AgEcon Search — a partnership between the U of M Libraries and the Department of Applied Economics — was recently recognized with a C. Eugene Allen Award for Innovative International Initiatives from the U’s Global Programs and Strategy Alliance.

“This is an impressive recognition that this digital library wouldn’t be here without the initiative of the Libraries and the partnership with us,” says Frances Homans, Chair of Applied Economics.

AgEcon Search includes 150,000 papers, many from more than 120 small journals around the world, as well as dissertations, working papers, and other full-text research work. Everything is freely available to scholars and, through the librarians, labeled with one or more of the 30 topic areas. Its niche in agricultural and applied economics includes international trade to food security, energy, the environment, finance, development, agribusiness, farm management, and more.

The AgEcon Search has helped Homans appreciate the professionalism of librarians.

“There’s scholarship surrounding libraries and vision around establishing something like this,” Homans says. “You can find information; it speaks to the value and vision of library science. You need to have a vision and a purpose.” Co-coordinator Linda Eells is the department’s librarian.

Turning to the Global South

The team had been attending national agricultural or applied economic conferences. Yet, after receiving the 2005 survey results, Kelly says that a member of the faculty encouraged her and her colleague to attend an international agricultural economics conference in Durban, South Africa. Their applications for a travel grant noted “we would try to talk with 80 economists during this four-day conference,” she says. “We talked with 80 economists by the end of lunch the first day.”

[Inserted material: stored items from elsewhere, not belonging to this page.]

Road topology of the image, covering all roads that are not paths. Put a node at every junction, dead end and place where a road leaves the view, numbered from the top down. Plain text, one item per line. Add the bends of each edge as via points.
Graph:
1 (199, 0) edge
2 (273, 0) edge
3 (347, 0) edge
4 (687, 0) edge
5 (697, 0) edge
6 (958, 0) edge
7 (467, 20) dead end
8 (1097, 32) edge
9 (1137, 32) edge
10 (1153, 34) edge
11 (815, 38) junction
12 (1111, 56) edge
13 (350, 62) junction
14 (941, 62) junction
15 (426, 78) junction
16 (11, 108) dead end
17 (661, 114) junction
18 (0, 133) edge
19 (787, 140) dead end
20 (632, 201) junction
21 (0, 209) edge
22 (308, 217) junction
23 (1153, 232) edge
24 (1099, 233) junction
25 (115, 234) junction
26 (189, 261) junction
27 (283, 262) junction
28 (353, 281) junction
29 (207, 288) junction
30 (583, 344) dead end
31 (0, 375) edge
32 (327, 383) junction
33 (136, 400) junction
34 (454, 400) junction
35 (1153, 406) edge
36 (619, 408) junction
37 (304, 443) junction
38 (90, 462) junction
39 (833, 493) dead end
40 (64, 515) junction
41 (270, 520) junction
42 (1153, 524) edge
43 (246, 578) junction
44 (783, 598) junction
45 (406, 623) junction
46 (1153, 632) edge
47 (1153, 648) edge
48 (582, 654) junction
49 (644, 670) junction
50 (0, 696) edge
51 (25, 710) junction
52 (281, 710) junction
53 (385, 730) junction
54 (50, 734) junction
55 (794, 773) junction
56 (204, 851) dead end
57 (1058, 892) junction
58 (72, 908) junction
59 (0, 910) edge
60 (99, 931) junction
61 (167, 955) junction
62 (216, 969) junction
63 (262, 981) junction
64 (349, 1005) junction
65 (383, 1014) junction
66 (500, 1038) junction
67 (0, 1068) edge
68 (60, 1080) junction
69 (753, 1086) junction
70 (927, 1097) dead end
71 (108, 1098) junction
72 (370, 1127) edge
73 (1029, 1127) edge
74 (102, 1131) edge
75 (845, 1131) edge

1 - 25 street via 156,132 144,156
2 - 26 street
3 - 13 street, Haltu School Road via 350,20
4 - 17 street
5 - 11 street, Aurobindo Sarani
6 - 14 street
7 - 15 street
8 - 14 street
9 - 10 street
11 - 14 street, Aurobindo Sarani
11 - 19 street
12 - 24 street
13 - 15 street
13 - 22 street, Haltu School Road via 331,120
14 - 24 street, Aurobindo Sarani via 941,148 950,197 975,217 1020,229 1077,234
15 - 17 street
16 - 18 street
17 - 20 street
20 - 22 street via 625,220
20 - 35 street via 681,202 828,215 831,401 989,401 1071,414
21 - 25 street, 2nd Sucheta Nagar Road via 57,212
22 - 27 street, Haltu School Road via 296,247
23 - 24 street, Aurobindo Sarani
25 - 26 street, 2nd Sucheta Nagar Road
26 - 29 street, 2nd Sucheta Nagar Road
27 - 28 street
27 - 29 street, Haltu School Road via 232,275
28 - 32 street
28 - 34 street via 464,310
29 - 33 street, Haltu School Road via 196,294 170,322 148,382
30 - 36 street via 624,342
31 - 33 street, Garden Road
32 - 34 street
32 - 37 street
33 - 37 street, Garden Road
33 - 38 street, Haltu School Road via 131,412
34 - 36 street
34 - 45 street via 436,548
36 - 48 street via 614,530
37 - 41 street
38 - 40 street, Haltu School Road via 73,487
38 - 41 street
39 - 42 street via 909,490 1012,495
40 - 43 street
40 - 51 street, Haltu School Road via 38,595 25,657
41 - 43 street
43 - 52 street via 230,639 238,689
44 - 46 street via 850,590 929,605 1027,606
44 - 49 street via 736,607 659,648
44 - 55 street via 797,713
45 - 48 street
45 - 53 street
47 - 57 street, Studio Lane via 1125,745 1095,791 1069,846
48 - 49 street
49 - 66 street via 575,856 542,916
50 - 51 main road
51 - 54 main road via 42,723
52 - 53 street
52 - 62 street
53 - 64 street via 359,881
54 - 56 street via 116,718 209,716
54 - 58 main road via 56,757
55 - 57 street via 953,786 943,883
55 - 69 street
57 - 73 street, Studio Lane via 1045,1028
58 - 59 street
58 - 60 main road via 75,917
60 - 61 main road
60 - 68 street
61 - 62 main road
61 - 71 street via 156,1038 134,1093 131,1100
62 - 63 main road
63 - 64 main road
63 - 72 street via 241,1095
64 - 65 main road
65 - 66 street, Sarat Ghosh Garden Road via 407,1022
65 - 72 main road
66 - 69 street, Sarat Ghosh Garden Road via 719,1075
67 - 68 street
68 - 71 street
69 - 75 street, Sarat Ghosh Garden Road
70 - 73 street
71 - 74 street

In this experience and those following in the Global South, the point was not just to promote existing resources on AgEcon Search but also to recruit economists from developing areas to share their work.

“It’s so difficult to get your research published if you’re not an English speaker from the North,” Kelly says. “We made it our business to recruit as much material as we could.” They have succeeded in increasing exposure for research relating to and from the Global South, according to their award citation.

Roots in the region

Working papers, reviewed by colleagues, are one way that economists communicate with each other. In an earlier era, Kelly says, they would bring an extra suitcase to a conference to carry their working papers there and others’ papers back. In about 1995, Kelly says, “librarians who started the program decided to gather materials for our own users.”

From that early base serving Minnesota and surrounding states, the AgEcon Search now receives 15,000 visits per day from over 170 countries, with 4.3 million downloads a year. For a niche subject library, that’s quite a global impact.